**EXERCISE GOAL:**
Among the lines of the records below, copy those that hold the word "Strand".

[Collected data]

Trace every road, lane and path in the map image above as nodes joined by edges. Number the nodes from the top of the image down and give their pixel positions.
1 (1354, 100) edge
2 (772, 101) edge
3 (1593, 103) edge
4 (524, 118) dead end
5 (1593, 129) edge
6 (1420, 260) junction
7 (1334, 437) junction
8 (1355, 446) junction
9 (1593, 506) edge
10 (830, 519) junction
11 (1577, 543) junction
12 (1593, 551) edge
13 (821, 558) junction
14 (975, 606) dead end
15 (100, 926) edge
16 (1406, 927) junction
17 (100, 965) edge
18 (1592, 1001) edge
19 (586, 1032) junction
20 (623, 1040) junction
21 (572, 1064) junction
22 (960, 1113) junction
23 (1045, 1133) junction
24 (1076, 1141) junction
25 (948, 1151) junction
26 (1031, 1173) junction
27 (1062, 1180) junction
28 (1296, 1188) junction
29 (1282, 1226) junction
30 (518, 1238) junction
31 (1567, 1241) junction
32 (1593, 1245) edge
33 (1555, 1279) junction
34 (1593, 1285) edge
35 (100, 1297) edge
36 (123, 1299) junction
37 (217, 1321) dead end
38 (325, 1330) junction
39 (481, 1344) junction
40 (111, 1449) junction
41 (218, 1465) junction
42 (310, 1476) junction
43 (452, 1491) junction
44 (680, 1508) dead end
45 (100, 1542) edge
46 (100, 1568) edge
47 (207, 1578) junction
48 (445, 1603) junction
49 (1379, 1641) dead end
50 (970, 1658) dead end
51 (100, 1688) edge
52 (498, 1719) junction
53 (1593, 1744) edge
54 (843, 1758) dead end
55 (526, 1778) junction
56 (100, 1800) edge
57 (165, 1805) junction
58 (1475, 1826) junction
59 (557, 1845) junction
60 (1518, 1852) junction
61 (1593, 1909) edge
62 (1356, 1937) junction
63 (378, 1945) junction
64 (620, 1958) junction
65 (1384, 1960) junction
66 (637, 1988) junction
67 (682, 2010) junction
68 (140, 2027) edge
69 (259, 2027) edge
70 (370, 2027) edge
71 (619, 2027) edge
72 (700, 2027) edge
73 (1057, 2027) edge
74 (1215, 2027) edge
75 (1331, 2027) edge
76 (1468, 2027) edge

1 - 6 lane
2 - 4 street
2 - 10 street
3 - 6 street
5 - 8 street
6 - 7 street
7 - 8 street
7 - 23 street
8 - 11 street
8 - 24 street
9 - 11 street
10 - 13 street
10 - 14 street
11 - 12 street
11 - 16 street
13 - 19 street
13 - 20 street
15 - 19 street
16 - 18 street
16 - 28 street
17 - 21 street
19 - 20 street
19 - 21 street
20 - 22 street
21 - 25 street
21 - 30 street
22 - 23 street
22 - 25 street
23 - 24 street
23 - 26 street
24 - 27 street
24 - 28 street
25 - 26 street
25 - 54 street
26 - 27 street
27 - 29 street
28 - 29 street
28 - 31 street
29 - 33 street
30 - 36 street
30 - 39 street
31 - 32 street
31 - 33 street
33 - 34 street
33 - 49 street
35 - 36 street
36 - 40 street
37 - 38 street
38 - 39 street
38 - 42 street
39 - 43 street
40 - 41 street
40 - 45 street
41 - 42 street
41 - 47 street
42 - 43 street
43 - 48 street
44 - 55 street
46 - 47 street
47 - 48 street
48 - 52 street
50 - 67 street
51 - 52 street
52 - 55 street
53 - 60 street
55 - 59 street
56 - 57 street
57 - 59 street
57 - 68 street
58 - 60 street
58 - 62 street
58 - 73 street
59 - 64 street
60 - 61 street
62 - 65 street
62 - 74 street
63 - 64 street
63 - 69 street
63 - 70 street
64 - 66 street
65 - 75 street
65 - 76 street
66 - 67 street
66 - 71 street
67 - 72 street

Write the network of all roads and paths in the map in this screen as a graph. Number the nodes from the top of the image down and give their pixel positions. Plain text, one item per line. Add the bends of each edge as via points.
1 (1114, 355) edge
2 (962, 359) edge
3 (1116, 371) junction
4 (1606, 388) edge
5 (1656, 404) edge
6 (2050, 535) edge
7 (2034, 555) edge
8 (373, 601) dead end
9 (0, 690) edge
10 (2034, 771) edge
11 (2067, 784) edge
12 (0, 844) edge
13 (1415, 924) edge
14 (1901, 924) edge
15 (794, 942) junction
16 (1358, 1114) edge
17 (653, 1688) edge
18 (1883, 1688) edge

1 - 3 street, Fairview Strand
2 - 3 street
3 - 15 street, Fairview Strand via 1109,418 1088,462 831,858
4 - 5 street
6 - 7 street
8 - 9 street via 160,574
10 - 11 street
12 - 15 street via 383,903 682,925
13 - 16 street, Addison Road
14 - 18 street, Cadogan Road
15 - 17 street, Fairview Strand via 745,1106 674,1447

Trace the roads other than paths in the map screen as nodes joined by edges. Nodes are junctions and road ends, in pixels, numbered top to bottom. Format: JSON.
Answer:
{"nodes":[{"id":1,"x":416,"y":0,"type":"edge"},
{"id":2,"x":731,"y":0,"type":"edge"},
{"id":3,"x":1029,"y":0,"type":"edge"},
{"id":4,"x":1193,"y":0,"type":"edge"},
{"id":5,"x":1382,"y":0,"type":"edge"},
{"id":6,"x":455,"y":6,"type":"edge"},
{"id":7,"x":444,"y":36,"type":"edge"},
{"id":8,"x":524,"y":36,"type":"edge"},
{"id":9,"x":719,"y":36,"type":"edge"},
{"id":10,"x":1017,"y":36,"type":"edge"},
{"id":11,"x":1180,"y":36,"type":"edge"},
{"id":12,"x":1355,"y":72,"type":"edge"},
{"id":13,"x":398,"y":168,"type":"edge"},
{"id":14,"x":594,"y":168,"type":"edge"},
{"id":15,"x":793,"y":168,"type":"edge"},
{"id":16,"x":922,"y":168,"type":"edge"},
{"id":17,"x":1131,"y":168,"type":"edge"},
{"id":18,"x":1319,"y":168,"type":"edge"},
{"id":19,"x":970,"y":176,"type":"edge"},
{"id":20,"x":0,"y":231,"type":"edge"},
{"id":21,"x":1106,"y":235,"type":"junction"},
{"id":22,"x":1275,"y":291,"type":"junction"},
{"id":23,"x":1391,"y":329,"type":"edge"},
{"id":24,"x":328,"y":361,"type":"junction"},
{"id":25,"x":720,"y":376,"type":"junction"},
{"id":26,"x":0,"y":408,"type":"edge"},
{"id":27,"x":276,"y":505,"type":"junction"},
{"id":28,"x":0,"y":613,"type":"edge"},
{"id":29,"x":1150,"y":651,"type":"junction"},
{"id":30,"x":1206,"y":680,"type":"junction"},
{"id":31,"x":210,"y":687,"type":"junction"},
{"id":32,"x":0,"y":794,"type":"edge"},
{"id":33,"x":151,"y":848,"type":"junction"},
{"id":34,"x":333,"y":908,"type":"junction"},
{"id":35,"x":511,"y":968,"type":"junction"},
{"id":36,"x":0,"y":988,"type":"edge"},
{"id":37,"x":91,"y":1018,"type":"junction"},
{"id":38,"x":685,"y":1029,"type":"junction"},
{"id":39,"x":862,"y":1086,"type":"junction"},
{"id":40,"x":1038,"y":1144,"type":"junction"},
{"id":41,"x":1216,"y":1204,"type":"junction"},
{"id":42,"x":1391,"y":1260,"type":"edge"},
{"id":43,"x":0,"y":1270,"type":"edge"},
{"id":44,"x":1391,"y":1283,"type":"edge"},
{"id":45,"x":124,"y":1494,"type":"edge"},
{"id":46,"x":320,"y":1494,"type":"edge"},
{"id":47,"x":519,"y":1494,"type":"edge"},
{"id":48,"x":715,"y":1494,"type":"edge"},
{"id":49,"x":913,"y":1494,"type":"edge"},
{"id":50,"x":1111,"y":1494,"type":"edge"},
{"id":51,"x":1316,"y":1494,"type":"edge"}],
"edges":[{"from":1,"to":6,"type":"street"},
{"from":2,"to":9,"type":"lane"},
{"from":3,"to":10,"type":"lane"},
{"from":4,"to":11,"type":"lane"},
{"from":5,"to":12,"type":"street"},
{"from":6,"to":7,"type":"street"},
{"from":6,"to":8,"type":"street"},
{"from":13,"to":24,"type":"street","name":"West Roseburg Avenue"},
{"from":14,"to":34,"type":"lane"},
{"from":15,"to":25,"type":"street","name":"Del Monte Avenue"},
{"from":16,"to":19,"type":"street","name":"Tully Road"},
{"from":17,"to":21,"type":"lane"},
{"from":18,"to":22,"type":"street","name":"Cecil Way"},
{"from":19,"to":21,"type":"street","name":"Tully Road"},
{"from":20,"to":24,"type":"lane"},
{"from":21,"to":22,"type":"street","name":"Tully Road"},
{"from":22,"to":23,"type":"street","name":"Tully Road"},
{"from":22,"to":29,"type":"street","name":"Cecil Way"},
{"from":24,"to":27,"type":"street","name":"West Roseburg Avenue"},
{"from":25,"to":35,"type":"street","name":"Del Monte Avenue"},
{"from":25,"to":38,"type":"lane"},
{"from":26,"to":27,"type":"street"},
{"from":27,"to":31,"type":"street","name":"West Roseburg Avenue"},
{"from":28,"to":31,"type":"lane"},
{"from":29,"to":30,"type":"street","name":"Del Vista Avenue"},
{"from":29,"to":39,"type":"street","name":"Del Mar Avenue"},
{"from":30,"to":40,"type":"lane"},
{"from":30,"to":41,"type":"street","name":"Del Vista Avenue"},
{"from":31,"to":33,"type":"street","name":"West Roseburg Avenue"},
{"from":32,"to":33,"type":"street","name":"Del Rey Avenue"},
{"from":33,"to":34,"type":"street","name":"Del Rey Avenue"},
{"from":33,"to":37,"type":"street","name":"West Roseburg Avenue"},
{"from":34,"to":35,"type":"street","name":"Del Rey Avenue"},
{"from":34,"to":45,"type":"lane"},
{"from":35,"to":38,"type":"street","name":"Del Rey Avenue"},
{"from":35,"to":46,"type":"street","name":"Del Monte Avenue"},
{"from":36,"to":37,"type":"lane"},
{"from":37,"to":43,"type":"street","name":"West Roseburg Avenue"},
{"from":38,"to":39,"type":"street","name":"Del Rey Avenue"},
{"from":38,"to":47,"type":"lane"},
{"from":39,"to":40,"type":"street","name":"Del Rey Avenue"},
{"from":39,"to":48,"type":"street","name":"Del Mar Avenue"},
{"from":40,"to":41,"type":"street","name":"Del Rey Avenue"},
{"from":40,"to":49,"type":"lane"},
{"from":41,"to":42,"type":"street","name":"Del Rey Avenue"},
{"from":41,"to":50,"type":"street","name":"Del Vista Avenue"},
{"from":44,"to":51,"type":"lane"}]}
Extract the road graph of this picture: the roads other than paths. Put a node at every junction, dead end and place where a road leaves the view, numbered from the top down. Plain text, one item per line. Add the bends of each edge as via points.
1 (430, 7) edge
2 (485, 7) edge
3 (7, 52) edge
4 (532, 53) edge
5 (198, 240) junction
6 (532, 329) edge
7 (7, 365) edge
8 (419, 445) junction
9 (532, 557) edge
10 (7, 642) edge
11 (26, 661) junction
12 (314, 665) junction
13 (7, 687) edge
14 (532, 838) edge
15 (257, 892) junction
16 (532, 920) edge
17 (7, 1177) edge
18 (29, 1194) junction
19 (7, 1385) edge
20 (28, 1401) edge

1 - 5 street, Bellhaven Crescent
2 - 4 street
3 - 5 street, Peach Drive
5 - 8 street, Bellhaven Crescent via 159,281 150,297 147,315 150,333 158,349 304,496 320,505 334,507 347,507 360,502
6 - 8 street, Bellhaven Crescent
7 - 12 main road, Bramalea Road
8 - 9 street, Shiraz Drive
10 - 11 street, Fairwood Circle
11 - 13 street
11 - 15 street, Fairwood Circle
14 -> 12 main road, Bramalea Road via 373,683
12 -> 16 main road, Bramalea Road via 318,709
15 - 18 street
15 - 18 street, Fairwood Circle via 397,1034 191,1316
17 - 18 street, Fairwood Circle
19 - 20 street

**WRITTEN RESPONSE:**
1 - 3 street, Fairview Strand
3 - 15 street, Fairview Strand via 1109,418 1088,462 831,858
15 - 17 street, Fairview Strand via 745,1106 674,1447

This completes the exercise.